WHAT THE EXERCISE ASKS: Transcribe the records below in full; pictures stay out of the copy.

EXERCISE DATA:

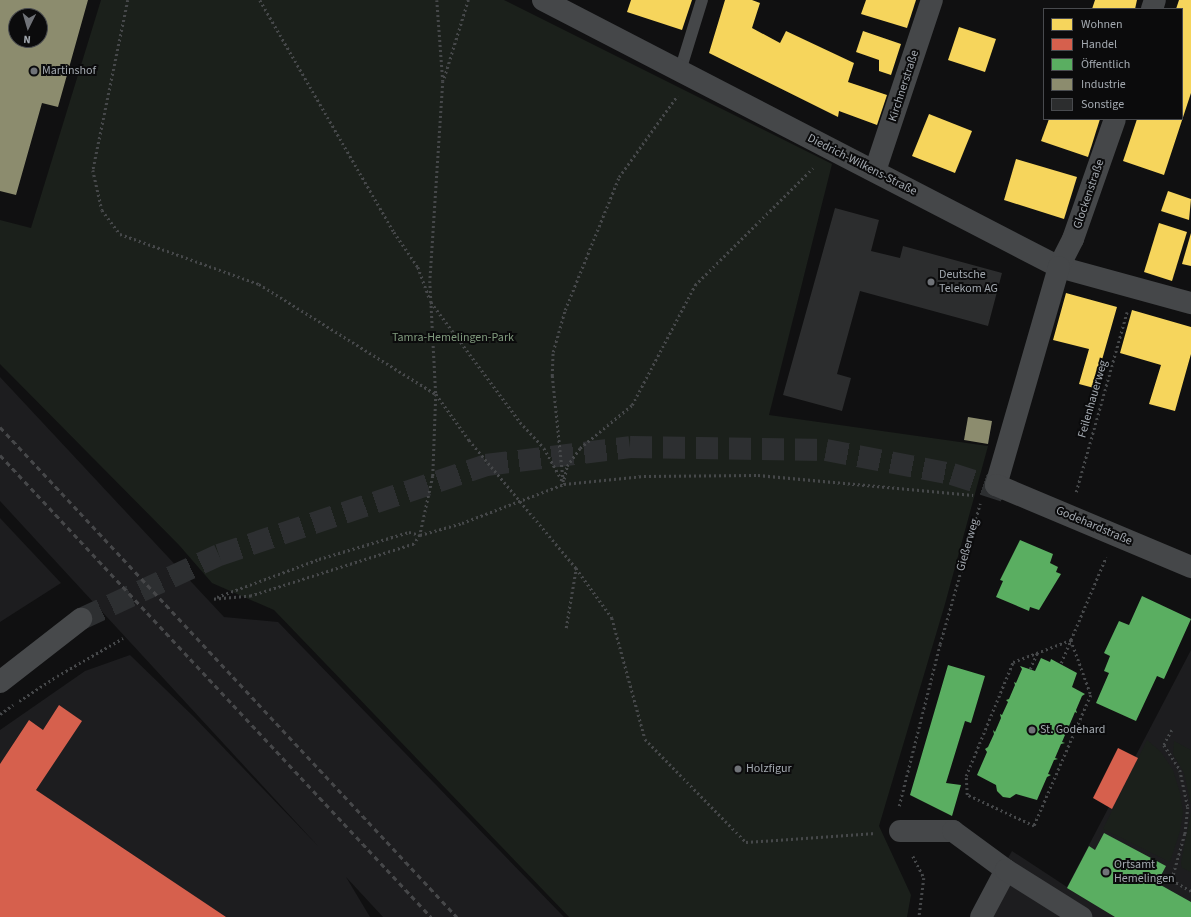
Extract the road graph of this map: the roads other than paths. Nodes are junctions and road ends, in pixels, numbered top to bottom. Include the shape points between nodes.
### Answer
1 (543, 0) edge
2 (702, 0) edge
3 (932, 0) edge
4 (685, 74) junction
5 (1115, 120) edge
6 (875, 171) junction
7 (1058, 266) junction
8 (1191, 303) edge
9 (1191, 567) edge
10 (0, 663) edge
11 (0, 682) edge
12 (900, 831) road end
13 (1006, 870) junction
14 (981, 917) edge
15 (1081, 917) edge

1 - 4 street, Diedrich-Wilkens-Straße
2 - 4 lane
3 - 6 street, Kirchnerstraße
4 - 6 street, Diedrich-Wilkens-Straße
5 - 7 street, Glockenstraße via 1074,239
6 - 7 street, Diedrich-Wilkens-Straße
7 - 8 street, Diedrich-Wilkens-Straße
7 - 9 street, Godehardstraße via 996,485
10 - 11 main road via 81,619
12 - 13 street via 953,832
13 - 14 street
13 - 15 street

OUTPUT OF THE EXERCISE:
Extract the road graph of this map: the roads other than paths. Nodes are junctions and road ends, in pixels, numbered top to bottom. Include the shape points between nodes.
### Answer
1 (543, 0) edge
2 (702, 0) edge
3 (932, 0) edge
4 (685, 74) junction
5 (1115, 120) edge
6 (875, 171) junction
7 (1058, 266) junction
8 (1191, 303) edge
9 (1191, 567) edge
10 (0, 663) edge
11 (0, 682) edge
12 (900, 831) road end
13 (1006, 870) junction
14 (981, 917) edge
15 (1081, 917) edge

1 - 4 street, Diedrich-Wilkens-Straße
2 - 4 lane
3 - 6 street, Kirchnerstraße
4 - 6 street, Diedrich-Wilkens-Straße
5 - 7 street, Glockenstraße via 1074,239
6 - 7 street, Diedrich-Wilkens-Straße
7 - 8 street, Diedrich-Wilkens-Straße
7 - 9 street, Godehardstraße via 996,485
10 - 11 main road via 81,619
12 - 13 street via 953,832
13 - 14 street
13 - 15 street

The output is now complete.